A report by the California Labor Workforce Development Agency,, reveals that 477 labor and employment laws were passed by the California Legislature and signed by former Gov. Gray Davis from 1999-2003. In those years, many employers felt like employment regulation was changing every 10 minutes and they questioned whether or not California was the right state in which to do business.

By contrast, 2005 marked a second year of split political control between the Legislature and Gov. Schwarzenegger, and an apparent awareness in Sacramento that California needs to retain employers. There were much fewer labor laws both passed by the Legislature and signed by the governor in 2005.

The most significant new laws that California businesses need to educate themselves on for 2006 follow.


California Government Code Sec. 12950.1, enacted last year as AB 1825, requires employers with 50 or more workers to provide a minimum of two hours of anti-harassment training and education to all supervisors by Jan. 1, 2006.

Compliant training that has occurred since Jan. 1, 2003, will count toward the requirement.

Training must be repeated every two years and new supervisors must complete the training within six months of attaining a supervisory position.

Under this statute, "employer" includes those who regularly employ 50 or more persons or regularly receive the services of 50 or more persons providing services pursuant to a contract, or any person acting as an agent of an employer, directly or indirectly.
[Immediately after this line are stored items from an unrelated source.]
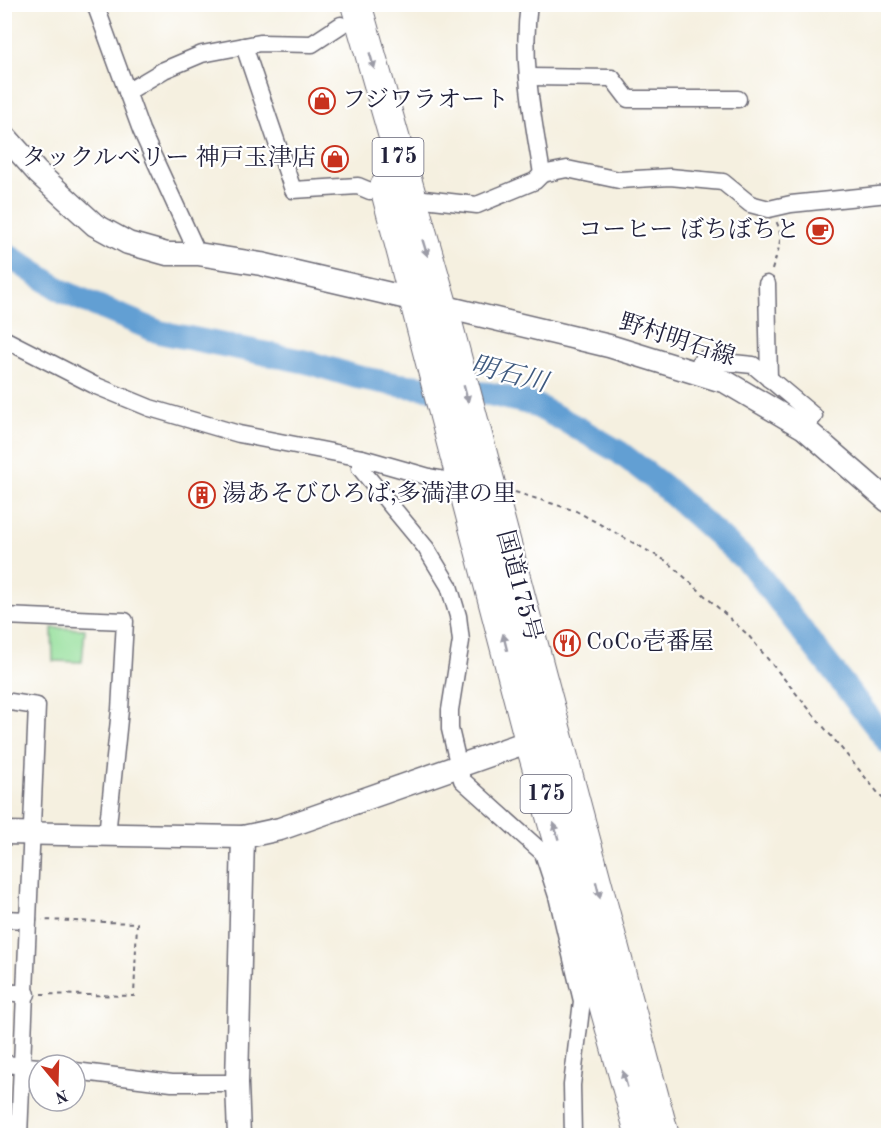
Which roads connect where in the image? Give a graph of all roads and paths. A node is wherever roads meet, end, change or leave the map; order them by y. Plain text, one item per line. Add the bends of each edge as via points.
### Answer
1 (95, 4) edge
2 (530, 4) edge
3 (344, 11) edge
4 (244, 46) junction
5 (528, 77) junction
6 (127, 92) junction
7 (738, 99) dead end
8 (4, 135) edge
9 (542, 174) junction
10 (370, 191) dead end
11 (888, 194) edge
12 (424, 199) dead end
13 (769, 208) junction
14 (198, 254) junction
15 (767, 284) joint
16 (430, 304) junction
17 (4, 339) edge
18 (694, 372) junction
19 (769, 379) junction
20 (804, 428) junction
21 (362, 458) junction
22 (478, 486) junction
23 (888, 501) edge
24 (4, 616) edge
25 (4, 701) edge
26 (544, 736) junction
27 (459, 766) junction
28 (888, 805) edge
29 (4, 833) edge
30 (32, 834) junction
31 (107, 835) junction
32 (243, 837) junction
33 (565, 894) junction
34 (4, 919) edge
35 (28, 920) junction
36 (4, 992) edge
37 (27, 994) junction
38 (611, 1027) junction
39 (577, 1030) junction
40 (30, 1053) edge
41 (4, 1064) edge
42 (27, 1066) edge
43 (87, 1072) edge
44 (237, 1083) junction
45 (27, 1089) edge
46 (19, 1136) edge
47 (239, 1136) edge
48 (573, 1136) edge
49 (641, 1136) edge
50 (664, 1136) edge

1 - 6 street
2 - 5 street via 524,39
3 - 4 street via 312,44
3 - 16 highway, 国道175号 / 175
4 - 6 street via 202,54
4 - 10 street via 294,190 358,186
5 - 7 street via 612,78 628,99
5 - 9 street
6 - 14 street
8 - 14 street, 野村明石線 via 38,173 95,225 128,243 167,254
9 - 12 street via 477,205
9 - 13 street via 567,169 619,180 670,177 723,182 750,204
11 - 13 street
13 - 15 path via 781,230 780,246
14 - 16 street, 野村明石線 via 261,264
15 - 19 street
16 - 18 street, 野村明石線 via 609,346
16 - 22 highway, 国道175号 / 175
17 - 21 street via 94,385 150,408 239,434
18 - 19 street via 702,360 753,365
18 - 20 street, 野村明石線 via 726,382
19 - 20 street via 814,416
20 - 23 street, 野村明石線
21 - 22 street
21 - 27 street via 360,468 426,548 449,585 460,641 450,710 450,729
22 - 26 highway, 国道175号 / 175
22 - 28 path via 511,491 576,512 668,562 748,634
24 - 31 street via 124,621 120,710
25 - 30 street via 37,706
26 - 27 street
33 -> 26 highway, 国道175号 / 175
26 -> 50 highway, 国道175号 / 175
27 - 32 street via 280,829
27 - 33 street via 462,780 543,853
29 - 30 street
30 - 31 street
30 - 35 street
31 - 32 street
32 - 44 street
33 - 38 highway, 国道175号 / 175
33 - 39 street via 582,1001
34 - 35 street
35 - 37 street
35 - 37 path via 137,923 134,996
36 - 37 street
37 - 40 street
38 - 39 street
49 -> 38 highway, 国道175号 / 175
39 - 48 street
41 - 42 street
43 - 44 street via 172,1083
44 - 47 street
45 - 46 street

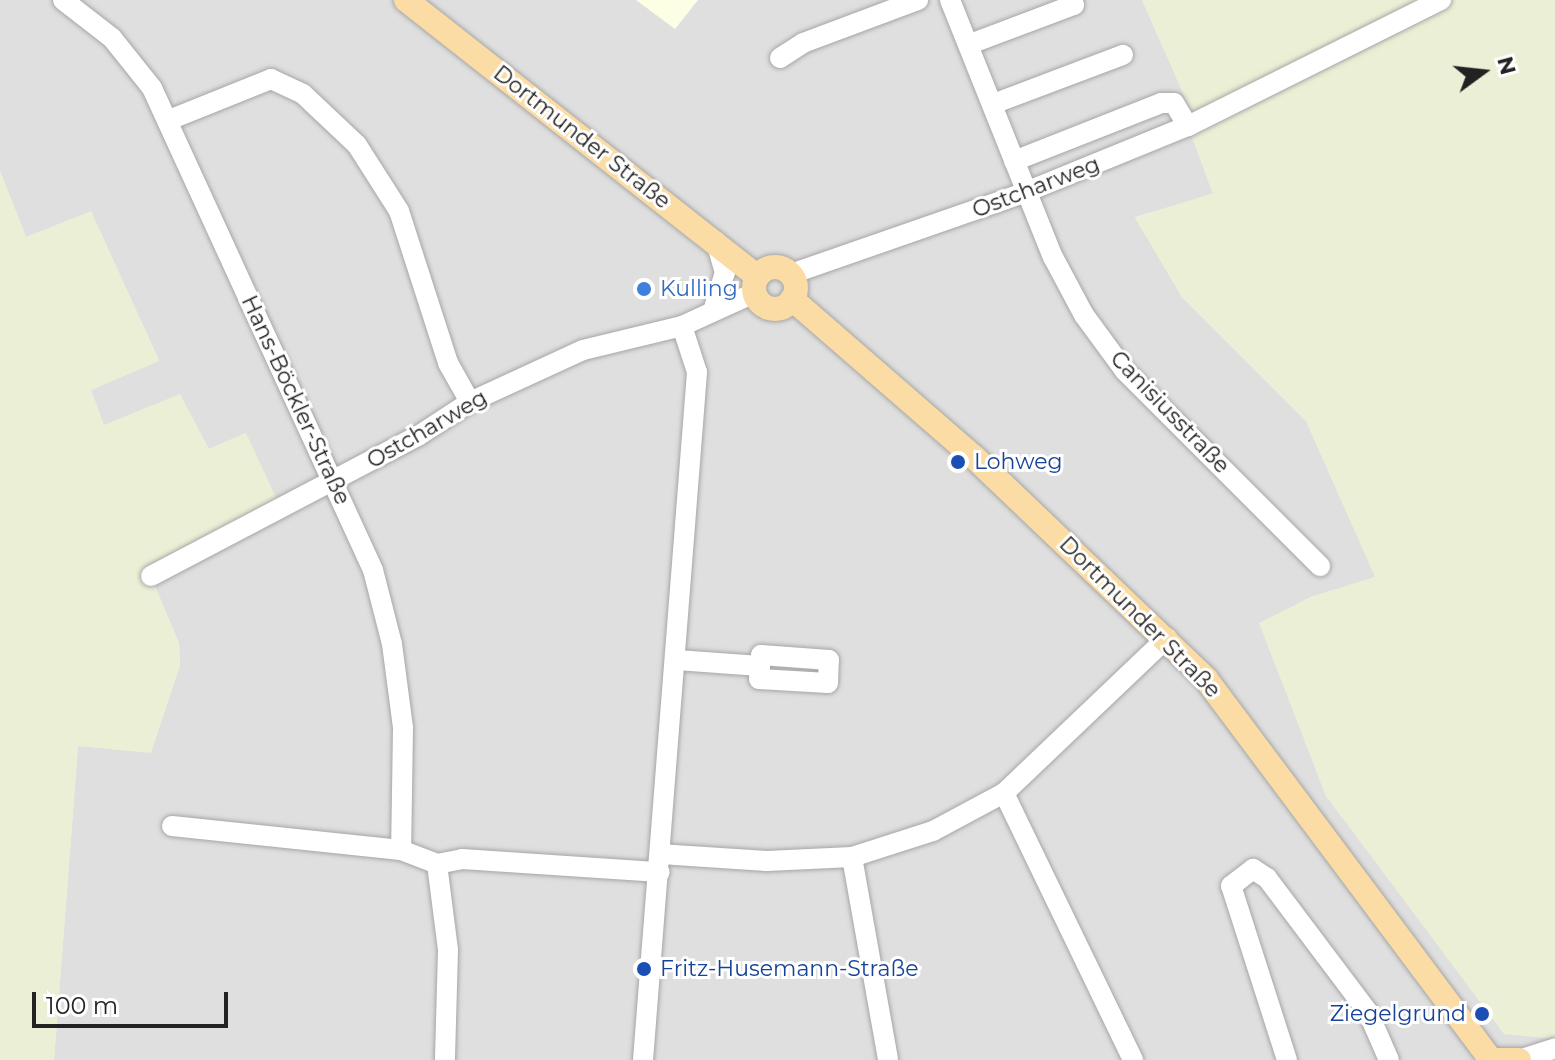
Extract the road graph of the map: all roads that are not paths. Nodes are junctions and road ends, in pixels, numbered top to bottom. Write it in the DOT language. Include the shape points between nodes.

Count independent contractors, agents and temporary workers among those who fit the above description.

The training must be interactive and presented by trainers with knowledge and expertise in the prevention of harassment, discrimination and retaliation, and they must give practical examples in their instruction.

The program must provide information and guidance about:

* Federal and state laws that prohibit sexual harassment;

* Procedures and methods to prevent and correct sexual harassment, discrimination and retaliation; and

* Remedies available to victims of sexual harassment.
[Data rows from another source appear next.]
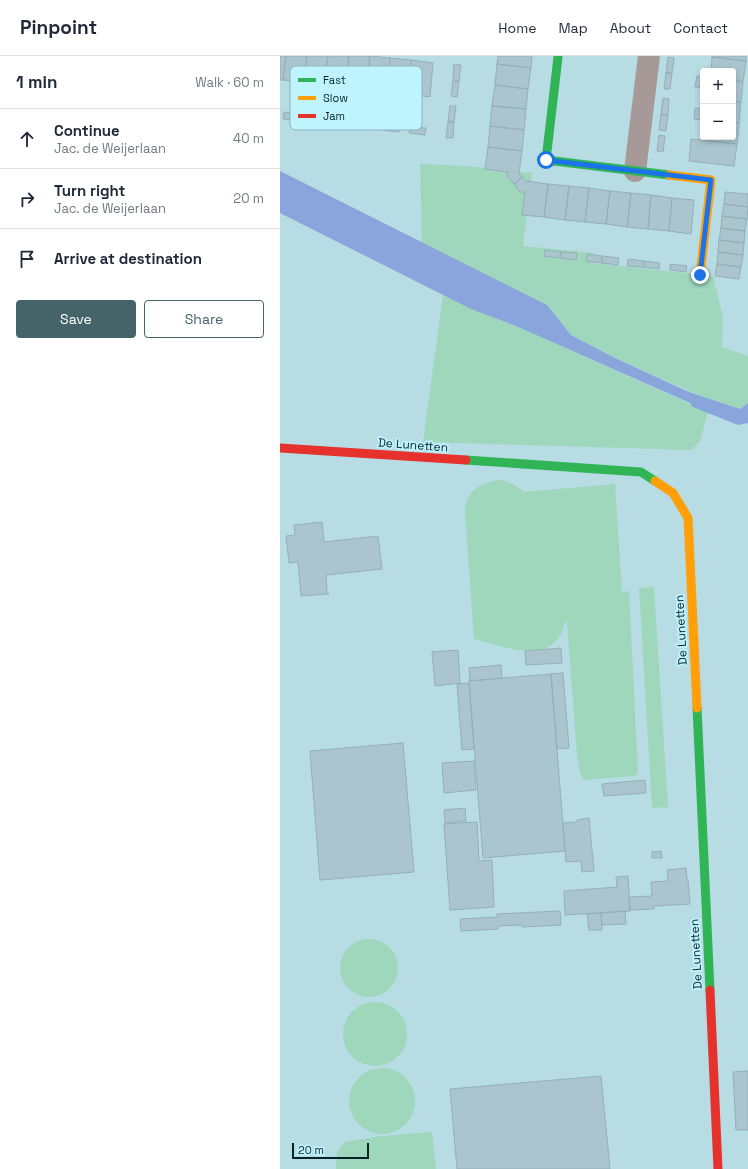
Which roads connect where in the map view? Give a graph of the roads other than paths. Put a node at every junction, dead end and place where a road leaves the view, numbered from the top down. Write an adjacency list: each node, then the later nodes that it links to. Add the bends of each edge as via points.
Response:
1 (558, 56): 3 (street, via 546,160)
2 (648, 56): 3 (street)
3 (635, 171): 4 (street, via 711,180)
4 (700, 275)
5 (280, 448): 6 (street, De Lunetten, via 641,472 673,493 688,518)
6 (718, 1169)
Employers who have not yet conducted the training should schedule it now. If your in-house human resources personnel do not have the required level of experience with these issues to deliver a compliant program, hire outside human resource professionals or lawyers who do.
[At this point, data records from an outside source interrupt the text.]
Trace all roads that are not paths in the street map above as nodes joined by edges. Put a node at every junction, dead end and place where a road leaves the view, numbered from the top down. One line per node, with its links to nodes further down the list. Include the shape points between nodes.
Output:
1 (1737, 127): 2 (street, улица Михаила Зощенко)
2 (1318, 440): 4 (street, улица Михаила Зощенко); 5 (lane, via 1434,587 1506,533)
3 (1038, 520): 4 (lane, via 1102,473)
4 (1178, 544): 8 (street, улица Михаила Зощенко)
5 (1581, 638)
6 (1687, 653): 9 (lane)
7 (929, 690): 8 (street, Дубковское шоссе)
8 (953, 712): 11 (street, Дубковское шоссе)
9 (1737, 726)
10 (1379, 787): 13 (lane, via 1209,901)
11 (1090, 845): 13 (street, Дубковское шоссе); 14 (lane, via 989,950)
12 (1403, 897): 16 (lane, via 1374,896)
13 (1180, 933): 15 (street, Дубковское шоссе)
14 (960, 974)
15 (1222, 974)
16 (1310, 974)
While the statute states neither training nor the failure to train will "in and of itself" eliminate or create liability, a plaintiff's counsel will argue to a jury that non-compliant employers should be punished for not doing their part to prevent the sexual harassment their client alleges.

Compliant employers want to tell a jury that they did all they reasonably could to avoid, detect and correct sexually harassing behavior. Also, California Supreme Court precedent provides a defense against lawsuits by employees who failed to complain about alleged sexual harassment early so they could avoid further alleged mistreatment.


California Labor Code Sec. 226 has for many years required employers to give employees an itemized statement along with each paycheck that contains the basis for wage earnings and all deductions. With an eye toward curbing identity theft, an amendment to the statute last year required that full Social Security numbers could no longer be used after Jan. 1, 2008.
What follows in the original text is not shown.